Neutral evolution
When it was realized that the effectiveness of natural selection can be very low in small populations, suggestions began to arise as to the degree to which this basic pillar of Darwinism can play a role in biological evolution. Some authors concluded that the effective size of real populations is so small that natural selection cannot basically play any role here. With reference to the relationships mostly derived by Kimura, they argued that most traits were fixed during evolution by genetic drift, so that biological evolution basically did not occur as Darwinist evolution, but rather as neutral evolution.
This conclusion was rejected by most evolutionary biologists, including M. Kimura. Primarily, it was found that mutations with selection coefficients so large that they cannot act as selectionally neutral even in a relatively small population occur in nature with a non-negligible frequency . At the present time, it has even been found that the populations of a great many species are apparently so large that even a prototype of neutral mutation, i.e. a synonymous mutation, can act as a selectionally significant mutation in at least some phases of evolution (Akashi 1995; Berg 1996). Primarily, however, a great many authors have repeatedly emphasized that the nature of evolution is not so much determined by how many mutations are fixed by a particular mechanism, but rather primarily through which mutations become fixed. The number of mutations fixed by selection can be incomparably fewer than the number of mutations fixed by genetic drift or genetic draft. However, because primarily those rare mutations that fundamentally affect the phenotype of organisms will be preferentially fixed by selection, it will be selection that plays a major role in determining the nature of biological evolution.
Regardless of the basic evolutionary importance of mutations affected by selection, it must be borne in mind that there is an extremely large class of mutations that act as effectively neutral in populations of normal size. These are mostly synonymous point mutations and also mutations in those parts of the DNA that do not code a functional protein or RNA and do not even participate in the regulation of biological processes. Simultaneously, it is probable that most other mutations that are not synonymous and that can thus be manifested in the structure of coded proteins or in the regulation of their synthesis have such a small effect on the overall fitness of the organism that they act as neutral mutations in populations of normal size. When molecular biologists study a sequence of nucleic acids or proteins, the vast majority of the differences between the individual sequences, from a practical standpoint almost all that they encounter, tend to fall into the category of effectively neutral mutations.

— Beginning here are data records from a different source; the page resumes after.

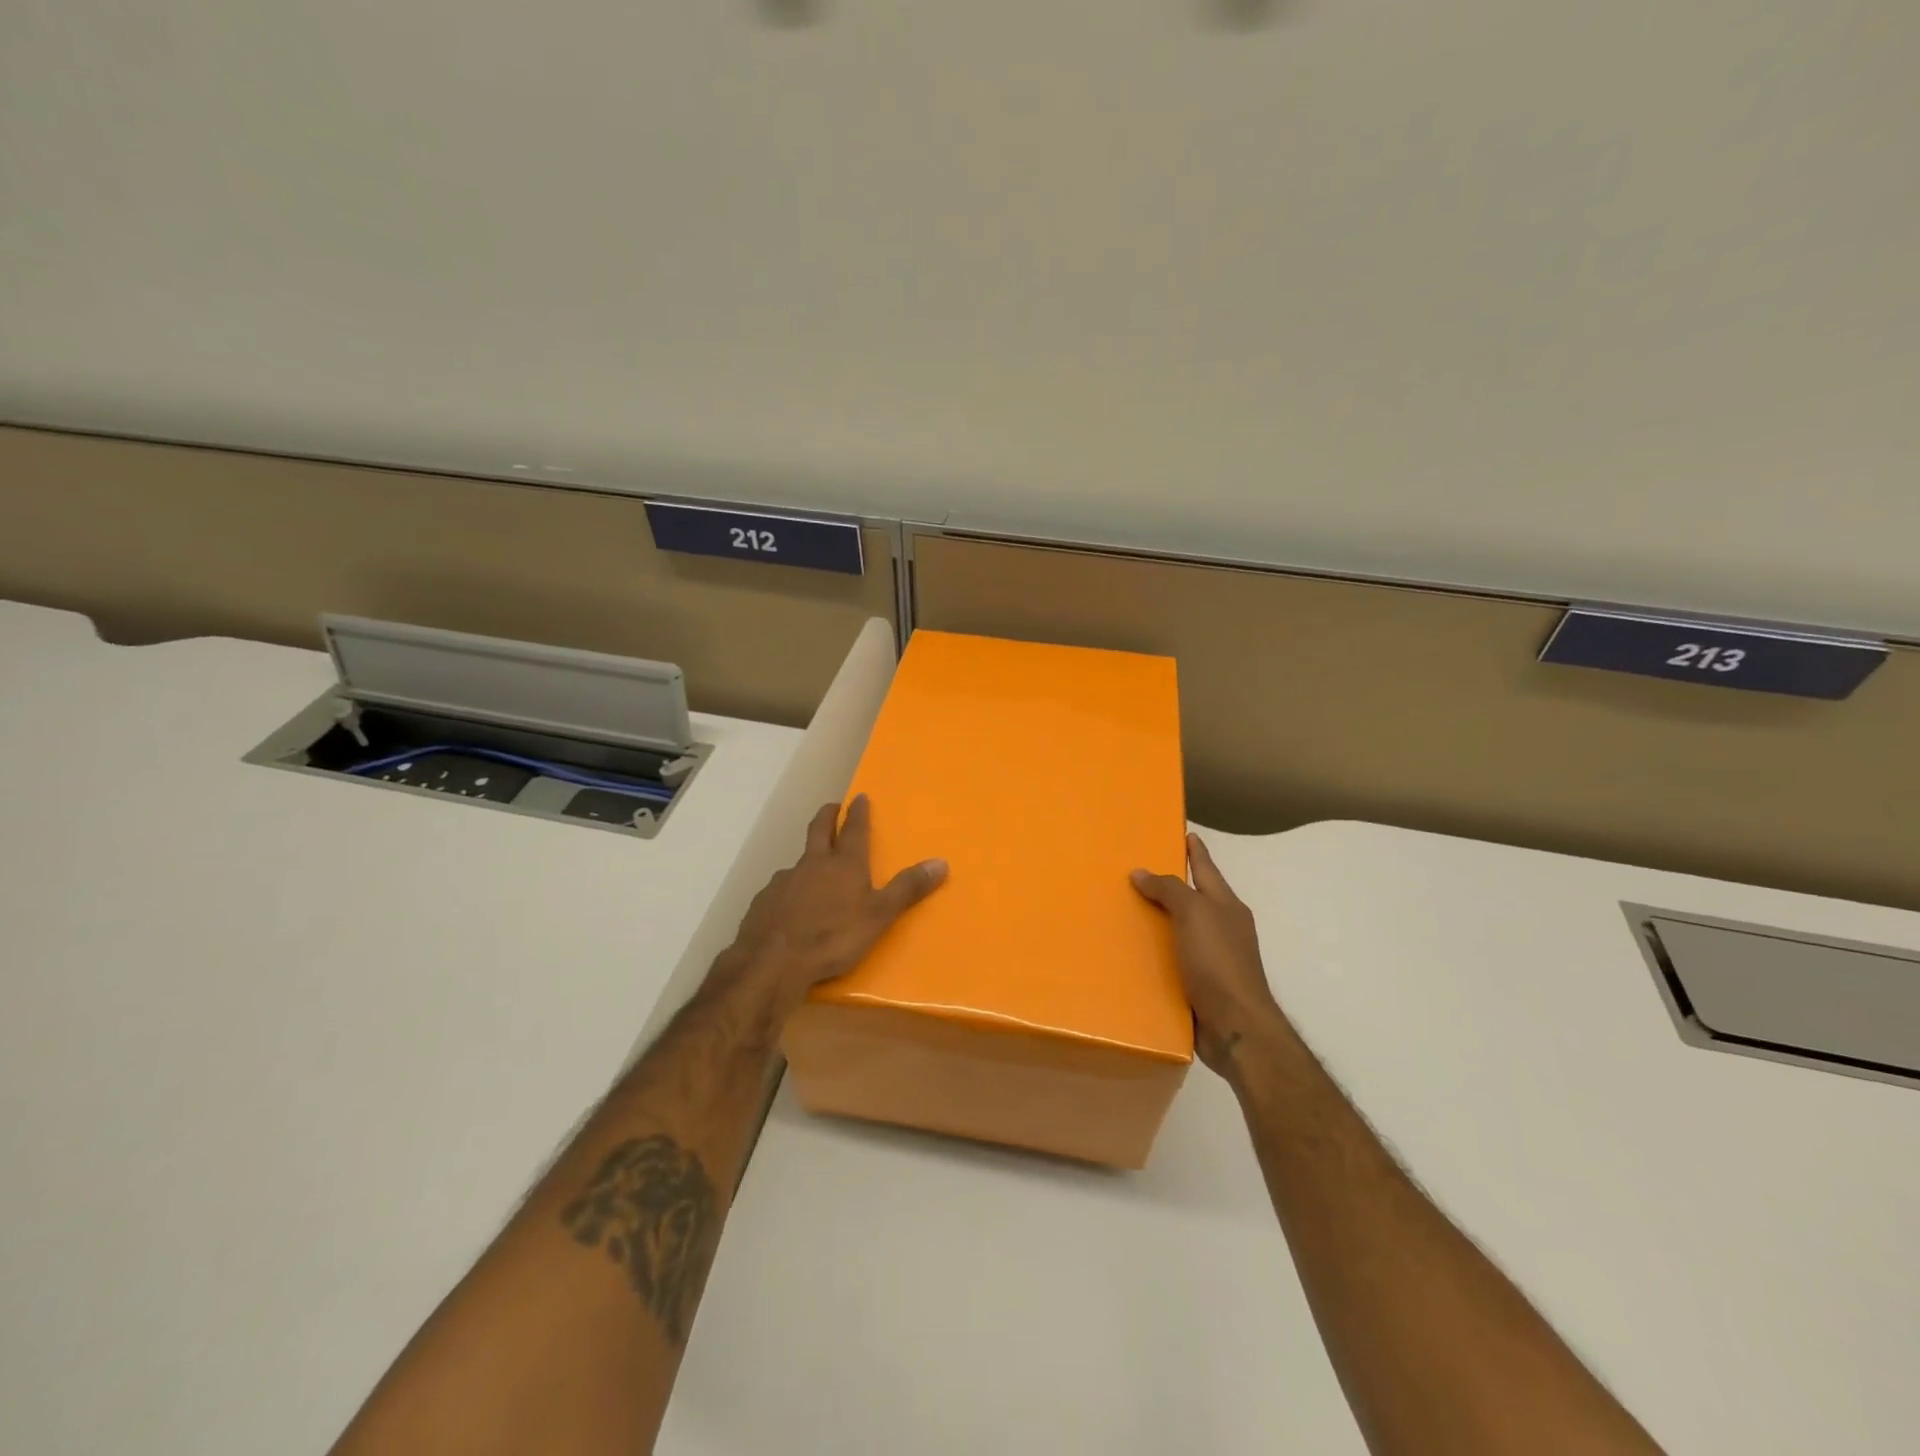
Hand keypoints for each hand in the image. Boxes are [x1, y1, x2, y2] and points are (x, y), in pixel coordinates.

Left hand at [724, 794, 947, 1017]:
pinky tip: (790, 908)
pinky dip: (789, 891)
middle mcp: (813, 864)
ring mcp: (784, 880)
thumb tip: (941, 862)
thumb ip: (908, 889)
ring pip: (798, 862)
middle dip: (827, 815)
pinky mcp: (764, 901)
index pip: (854, 829)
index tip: (859, 796)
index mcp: (844, 864)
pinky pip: (780, 889)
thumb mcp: (880, 916)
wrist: (774, 962)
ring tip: (813, 872)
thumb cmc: (834, 937)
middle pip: (819, 830)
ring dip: (808, 860)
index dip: (858, 812)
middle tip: (832, 807)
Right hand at [1131, 833, 1284, 1076]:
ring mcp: (1213, 959)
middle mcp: (1222, 928)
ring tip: (1127, 911)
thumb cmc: (1218, 962)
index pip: (1207, 868)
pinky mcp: (1199, 986)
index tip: (1186, 832)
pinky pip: (1173, 960)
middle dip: (1171, 885)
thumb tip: (1141, 872)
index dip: (1196, 850)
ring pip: (1182, 930)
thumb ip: (1169, 890)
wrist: (1236, 1027)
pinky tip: (1134, 954)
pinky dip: (1156, 953)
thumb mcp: (1195, 914)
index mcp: (1226, 906)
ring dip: (1159, 921)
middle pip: (1194, 898)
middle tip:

In Chapter IX (DNA Sequence Evolution), it will be shown that the study of neutral mutations is of substantial importance for the evolutionary biologist when he attempts to reconstruct the progress of cladogenesis of a certain taxon. Determination of the molecular traits that are shared by the individual species permits determination, with well-quantifiable probability, of the order in which the individual species branched off from their common developmental base. The number of fixed mutations in the gene pools of the individual species also permits dating of the instances of splitting off of the individual phylogenetic branches.
However, these neutral mutations are insignificant and play no role in the formation of adaptive structures or in increasing the complexity of organisms, i.e. in anagenesis. Natural selection plays an exclusive and irreplaceable role in the anagenesis of organisms.